It's been a while since we talked about the roof chop on Pilehouse, but I've been doing a lot of boring work on the smashed up old roof getting it satisfactory. Since then I decided to finally finish building the doors to match the roof. I took some pictures as I did the drivers side to show one way to do it, and I did the passenger side an alternative way to show another way you can tackle this project. We shot the video on the passenger side, but in the photos here you can see the other way to go about it.
Just like chopping the roof down, we needed to take out some height from the top of the door, split it in half, and add some width to it. That's why it's extremely handy to keep original metal that you cut off of the truck. I started by splitting the top of the door in half so we could mock up the two pieces so that they sat where we wanted them to in the door jamb.
I started with the rear portion and held it in place in the door opening and closed the door until the post met the top of the door I was holding in place. From there I made a mark on the pillar where the 2 parts overlapped. From there I could cut the excess off of the door. In the front of the door I needed to take the extra material out of the top of the door since that was the straightest part of the upper front portion of the door. If at all possibly you always want to take material out of the pillars, doors, etc where the pieces are straight and the most uniform. Cutting them on a curve makes it VERY difficult to piece things back together smoothly and get your angles correct.
Once the pieces were cut I temporarily tack welded them to the edge of the roof to get them sitting about where I wanted. With the tack welds I could still adjust the parts without them being permanently mounted. This way I could shut the door and line everything up how I wanted.
Once the front and rear sections of the door were about where I wanted them I grabbed the piece of the door I cut out of the front. This portion of the door was very close in size to the center and only required minor tweaking to get the backside contours to match up.

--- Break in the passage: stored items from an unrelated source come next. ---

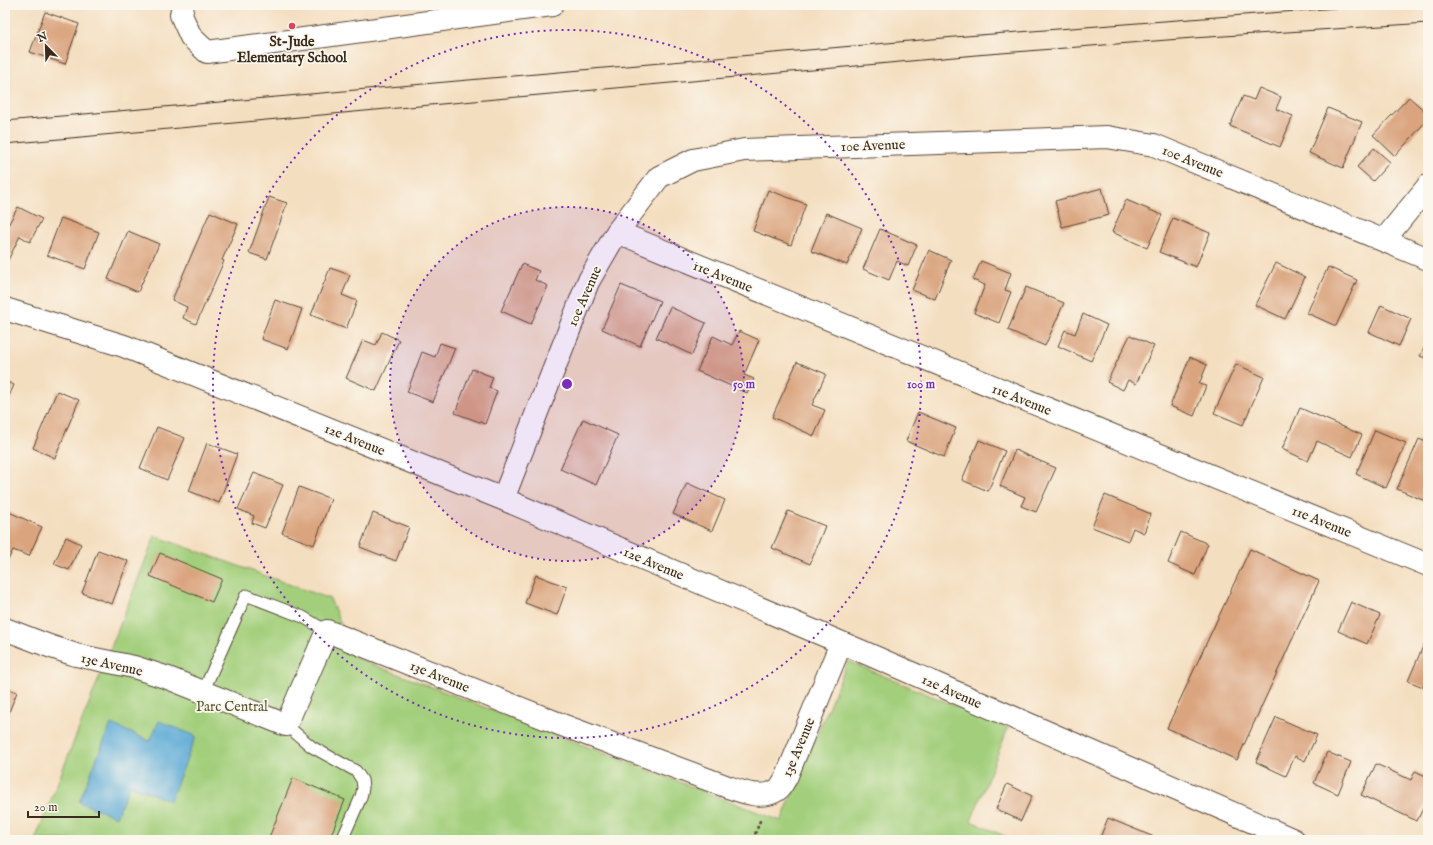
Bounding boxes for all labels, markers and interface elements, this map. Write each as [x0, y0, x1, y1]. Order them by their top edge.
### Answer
marker: St-Jude Elementary School [287, 21, 297, 31]
north arrow [26, 26, 66, 66]
text: N [34, 29, 50, 46]
place label: St-Jude Elementary School [237, 33, 348, 67]
street label: 10e Avenue [841, 136, 906, 156]
street label: 10e Avenue [1159, 142, 1226, 183]
street label: 11e Avenue [690, 257, 756, 297]
street label: 10e Avenue [564, 263, 606, 329]
centre of rings [560, 377, 574, 391]
text: 50 m [733, 377, 756, 392]
text: 100 m [907, 377, 936, 392]
street label: 11e Avenue [989, 380, 1055, 420]
street label: 12e Avenue [322, 420, 388, 460]
street label: 11e Avenue [1289, 502, 1355, 542]
street label: 12e Avenue [621, 543, 687, 585]
street label: 13e Avenue [79, 649, 145, 681]
street label: 13e Avenue [407, 657, 473, 697]
street label: 12e Avenue [919, 671, 985, 713]
park label: Parc Central [196, 698, 268, 716]
street label: 13e Avenue [778, 714, 820, 780]
scale bar [28, 793, 99, 819]
text: 20 m [34, 800, 57, 815]

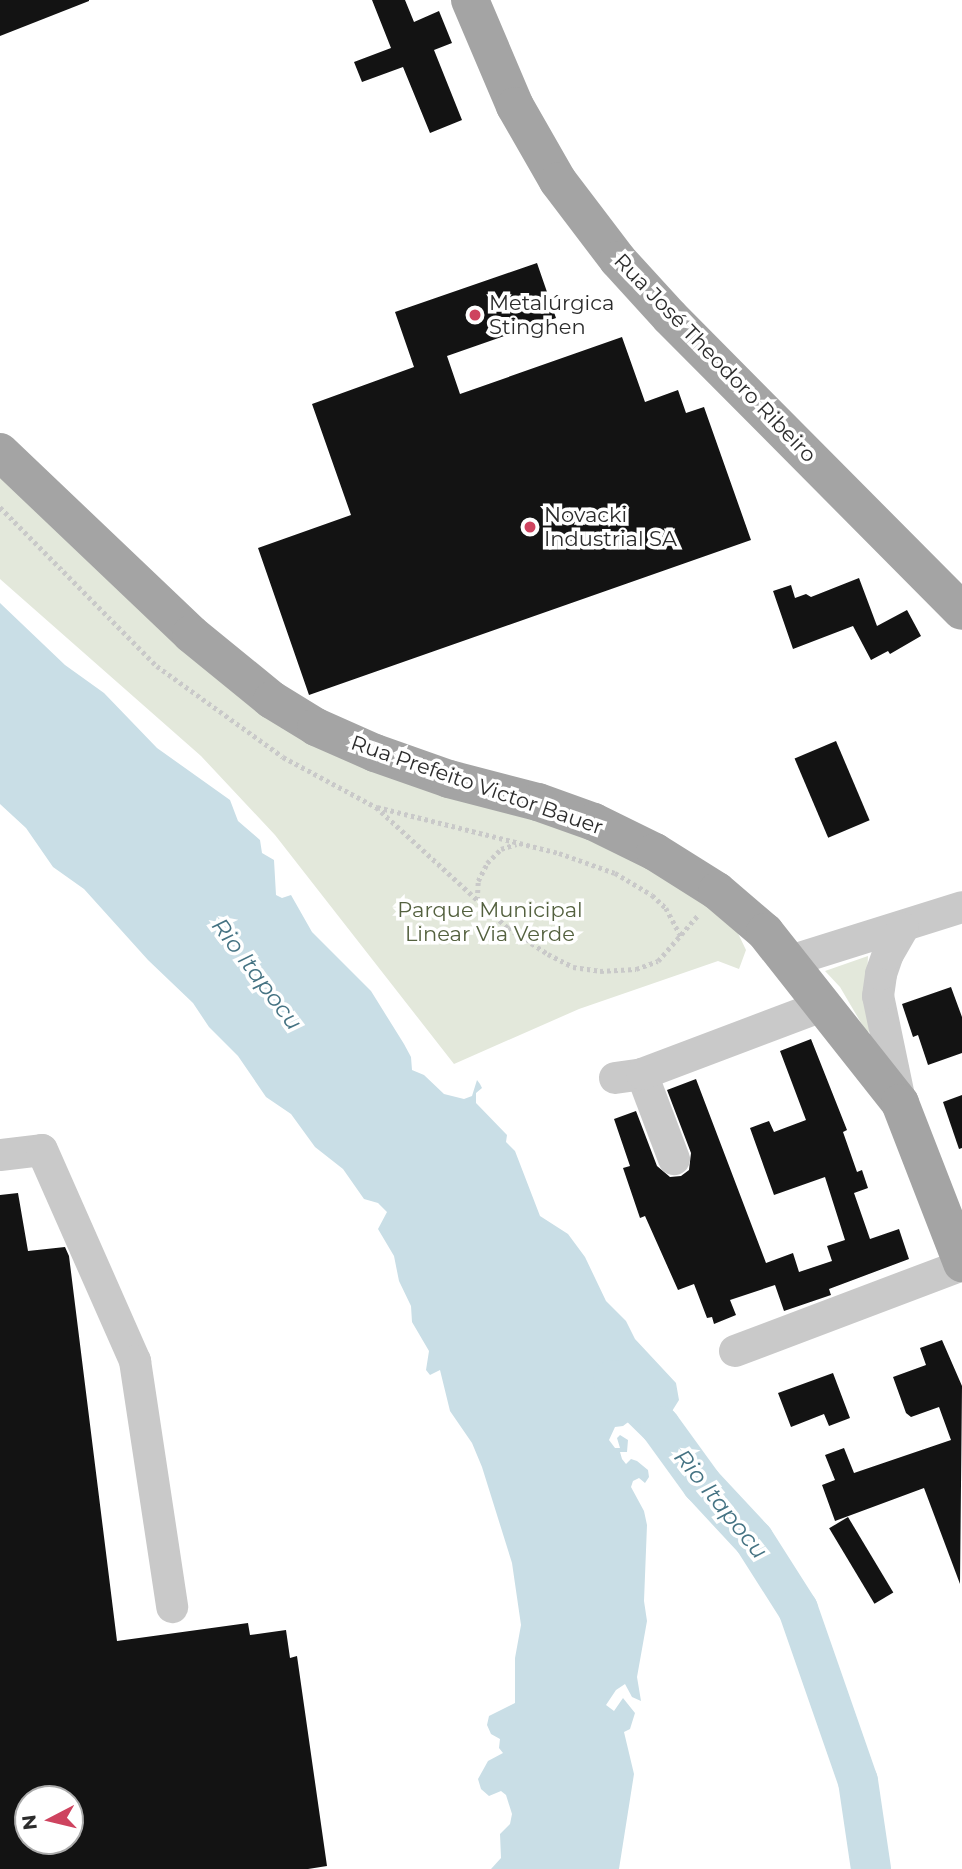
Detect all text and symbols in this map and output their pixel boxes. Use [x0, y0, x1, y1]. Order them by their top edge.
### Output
street label: Rua José Theodoro Ribeiro [609, 248, 821, 468]
place label: Metalúrgica Stinghen [489, 290, 614, 340]
marker: Metalúrgica Stinghen [467, 307, 483, 323]
place label: Novacki Industrial SA [544, 502, 677, 552]
marker: Novacki Industrial SA [522, 519, 538, 535]
street label: Rua Prefeito Victor Bauer [348, 730, 606, 840]
park label: Parque Municipal Linear Via Verde [397, 897, 583, 947]
water label: Rio Itapocu [206, 913, 308, 1035]
water label: Rio Itapocu [668, 1444, 774, 1564]
north arrow [14, 1785, 84, 1855]
text: N [17, 1813, 42, 1831]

From there I was able to tack weld and adjust everything how I wanted and I could weld the seams all together. On the drivers side I hadn't fully cut and ground the drip rail off so I went about mocking up the door pieces. Either one will work, just be sure to use paint stir sticks or similar as spacers to leave room for seals in the door jam. With the doors welded back together the full effect of chopping the roof is visible. I think this mild chop really made Pilehouse look better. My next plans are to customize the hood and build a custom tailgate, so stay tuned for more updates.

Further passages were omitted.